Paul and I have been working on Alexander, our ideal strategy game, for five years now. But for the last six months we've been on a hot streak, churning out tons of pictures, programs, designs, documents, mockups, icons, posters, t-shirts, playing pieces, essays, film clips, algorithms and e-mail.
The interesting thing about this project, as Paul observed on a recent tape, is that almost all the work has been done in cyberspace: over the internet and through America Online. Paul and I are cyberspace pioneers and our ponarv, I now realize, is a case study in how two people can work together without coming within a thousand miles of each other.
Part of our success lies in our clearly defined roles. Paul is the programmer and I am the algorithmist. I do the daydreaming and Paul does the coding. We are both free to do an enormous amount of exploring and experimenting without interfering with each other.
But in order to make any progress we have to constantly give and receive feedback. This means we have to find tangible ways of expressing our work and transmitting these expressions back and forth without undue delay.
Paul's tool for expressing himself is his C++ compiler with which he can create working programs. Although I also write programs (in HyperCard and OracleCard) to try out algorithms or simulate interfaces, my primary tools are graphic: SuperPaint and PhotoShop. These tools allow me to think visually and capture ideas as pictures (or icons or screenshots or piece designs). I have also used Morph and Quicktime to create brief movies of spinning globes.
America Online makes it possible for us to quickly send these programs and pictures back and forth. I can actually run one of Paul's programs, capture a screenshot, pull out a detail and elaborate on it, attach the resulting color graphics to a word processing file, and shoot it all back to him for further revisions. Paul can download one of my designs for a dialog box, incorporate it into his program, and return a working version for testing.
We do an enormous amount of writing along the way, some of it in illustrated word processing documents that we can mark up in colored text and pass back and forth, but most of it in e-mail. E-mail is a wonderful medium which provides the immediacy of a phone conversation and the permanence of letters. During our sometimes vigorous e-mail debates we can easily refer to previous arguments and benefit from a complete historical record of our progress.
Running parallel to this frantic electronic volley is our weekly exchange of audiotapes. I think these tapes play a subtle yet vital role by keeping us psychologically intouch. The tapes provide an entirely different channel of communication, adding a depth to our written messages and generating new ideas. During the course of a quiet monologue we sometimes say things that would never occur to our typing fingers.

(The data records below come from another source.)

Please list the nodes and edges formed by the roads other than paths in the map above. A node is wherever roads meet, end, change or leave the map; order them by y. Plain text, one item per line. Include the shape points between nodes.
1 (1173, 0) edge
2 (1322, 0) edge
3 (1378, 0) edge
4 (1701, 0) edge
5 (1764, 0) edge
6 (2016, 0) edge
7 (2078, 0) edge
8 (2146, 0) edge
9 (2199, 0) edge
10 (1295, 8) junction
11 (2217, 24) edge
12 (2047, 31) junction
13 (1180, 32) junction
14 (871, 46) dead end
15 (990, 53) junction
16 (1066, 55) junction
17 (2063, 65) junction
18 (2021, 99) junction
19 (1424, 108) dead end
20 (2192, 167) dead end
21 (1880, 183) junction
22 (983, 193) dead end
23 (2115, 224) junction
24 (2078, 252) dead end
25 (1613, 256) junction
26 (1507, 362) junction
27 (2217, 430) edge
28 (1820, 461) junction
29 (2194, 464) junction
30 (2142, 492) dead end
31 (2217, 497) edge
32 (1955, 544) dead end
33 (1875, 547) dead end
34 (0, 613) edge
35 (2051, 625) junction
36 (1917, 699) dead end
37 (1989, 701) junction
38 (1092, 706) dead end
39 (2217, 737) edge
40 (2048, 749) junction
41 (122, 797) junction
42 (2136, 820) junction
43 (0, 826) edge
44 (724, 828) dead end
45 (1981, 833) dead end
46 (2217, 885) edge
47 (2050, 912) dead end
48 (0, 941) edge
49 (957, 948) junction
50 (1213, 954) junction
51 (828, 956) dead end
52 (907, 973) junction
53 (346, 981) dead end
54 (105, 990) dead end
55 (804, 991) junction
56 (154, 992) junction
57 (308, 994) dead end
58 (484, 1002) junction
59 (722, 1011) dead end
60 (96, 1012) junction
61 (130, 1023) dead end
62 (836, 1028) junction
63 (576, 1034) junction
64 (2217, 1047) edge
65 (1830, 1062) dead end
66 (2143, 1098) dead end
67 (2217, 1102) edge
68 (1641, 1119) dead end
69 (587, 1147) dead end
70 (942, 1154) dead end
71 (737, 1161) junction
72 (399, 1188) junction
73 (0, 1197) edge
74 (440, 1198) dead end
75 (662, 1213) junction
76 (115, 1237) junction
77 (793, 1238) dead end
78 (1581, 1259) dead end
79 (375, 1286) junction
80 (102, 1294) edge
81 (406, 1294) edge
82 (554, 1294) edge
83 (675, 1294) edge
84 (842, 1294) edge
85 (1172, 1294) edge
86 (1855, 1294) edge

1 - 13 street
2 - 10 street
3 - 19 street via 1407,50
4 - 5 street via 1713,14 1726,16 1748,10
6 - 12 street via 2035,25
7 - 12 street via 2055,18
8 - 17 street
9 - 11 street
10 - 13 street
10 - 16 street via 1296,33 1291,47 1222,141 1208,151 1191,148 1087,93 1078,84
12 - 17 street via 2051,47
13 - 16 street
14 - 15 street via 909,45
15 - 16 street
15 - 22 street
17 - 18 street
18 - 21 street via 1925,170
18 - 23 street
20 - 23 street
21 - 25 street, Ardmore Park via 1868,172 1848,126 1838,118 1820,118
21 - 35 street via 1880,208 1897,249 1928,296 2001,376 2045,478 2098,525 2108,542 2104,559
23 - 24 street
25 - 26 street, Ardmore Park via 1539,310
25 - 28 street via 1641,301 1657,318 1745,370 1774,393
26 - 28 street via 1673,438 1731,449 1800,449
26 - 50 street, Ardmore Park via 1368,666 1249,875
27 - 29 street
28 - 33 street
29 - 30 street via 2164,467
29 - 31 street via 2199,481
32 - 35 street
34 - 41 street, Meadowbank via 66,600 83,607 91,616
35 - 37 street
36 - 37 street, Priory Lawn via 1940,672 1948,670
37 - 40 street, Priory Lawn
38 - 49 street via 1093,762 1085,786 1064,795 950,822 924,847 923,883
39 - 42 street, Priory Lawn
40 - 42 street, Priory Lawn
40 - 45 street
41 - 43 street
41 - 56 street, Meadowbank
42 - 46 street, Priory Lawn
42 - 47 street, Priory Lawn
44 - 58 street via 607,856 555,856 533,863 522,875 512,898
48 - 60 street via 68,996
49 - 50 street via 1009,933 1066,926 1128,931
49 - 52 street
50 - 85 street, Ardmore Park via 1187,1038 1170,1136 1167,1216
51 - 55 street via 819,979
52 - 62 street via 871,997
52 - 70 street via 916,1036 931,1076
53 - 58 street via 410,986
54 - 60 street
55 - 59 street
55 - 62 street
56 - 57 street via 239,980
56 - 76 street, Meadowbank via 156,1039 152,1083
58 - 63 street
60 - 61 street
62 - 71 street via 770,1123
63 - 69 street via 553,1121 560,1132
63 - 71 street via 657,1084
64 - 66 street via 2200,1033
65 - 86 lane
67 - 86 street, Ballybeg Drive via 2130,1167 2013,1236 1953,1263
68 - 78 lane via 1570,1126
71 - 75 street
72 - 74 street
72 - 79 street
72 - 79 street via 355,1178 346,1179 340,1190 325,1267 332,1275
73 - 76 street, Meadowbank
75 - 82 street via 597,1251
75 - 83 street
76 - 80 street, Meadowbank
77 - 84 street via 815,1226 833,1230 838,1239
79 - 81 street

Even when Paul is on the road I can reach him over the internet. We can upload our results in the middle of the night as we create them, and wait until we are ready to receive the next download. If a real-time exchange is necessary, we can convene an on-line conference in a private room and later refer to a transcript of that conversation. I now take tape notes using my Newton and could easily upload them. And it won't be too long before we can transmit our audiotapes over the wire as well.
I still worry that the information superhighway will continue the trend towards increased isolation. But Paul and I have shown that this same technology can also bring people together in ways that were never possible before.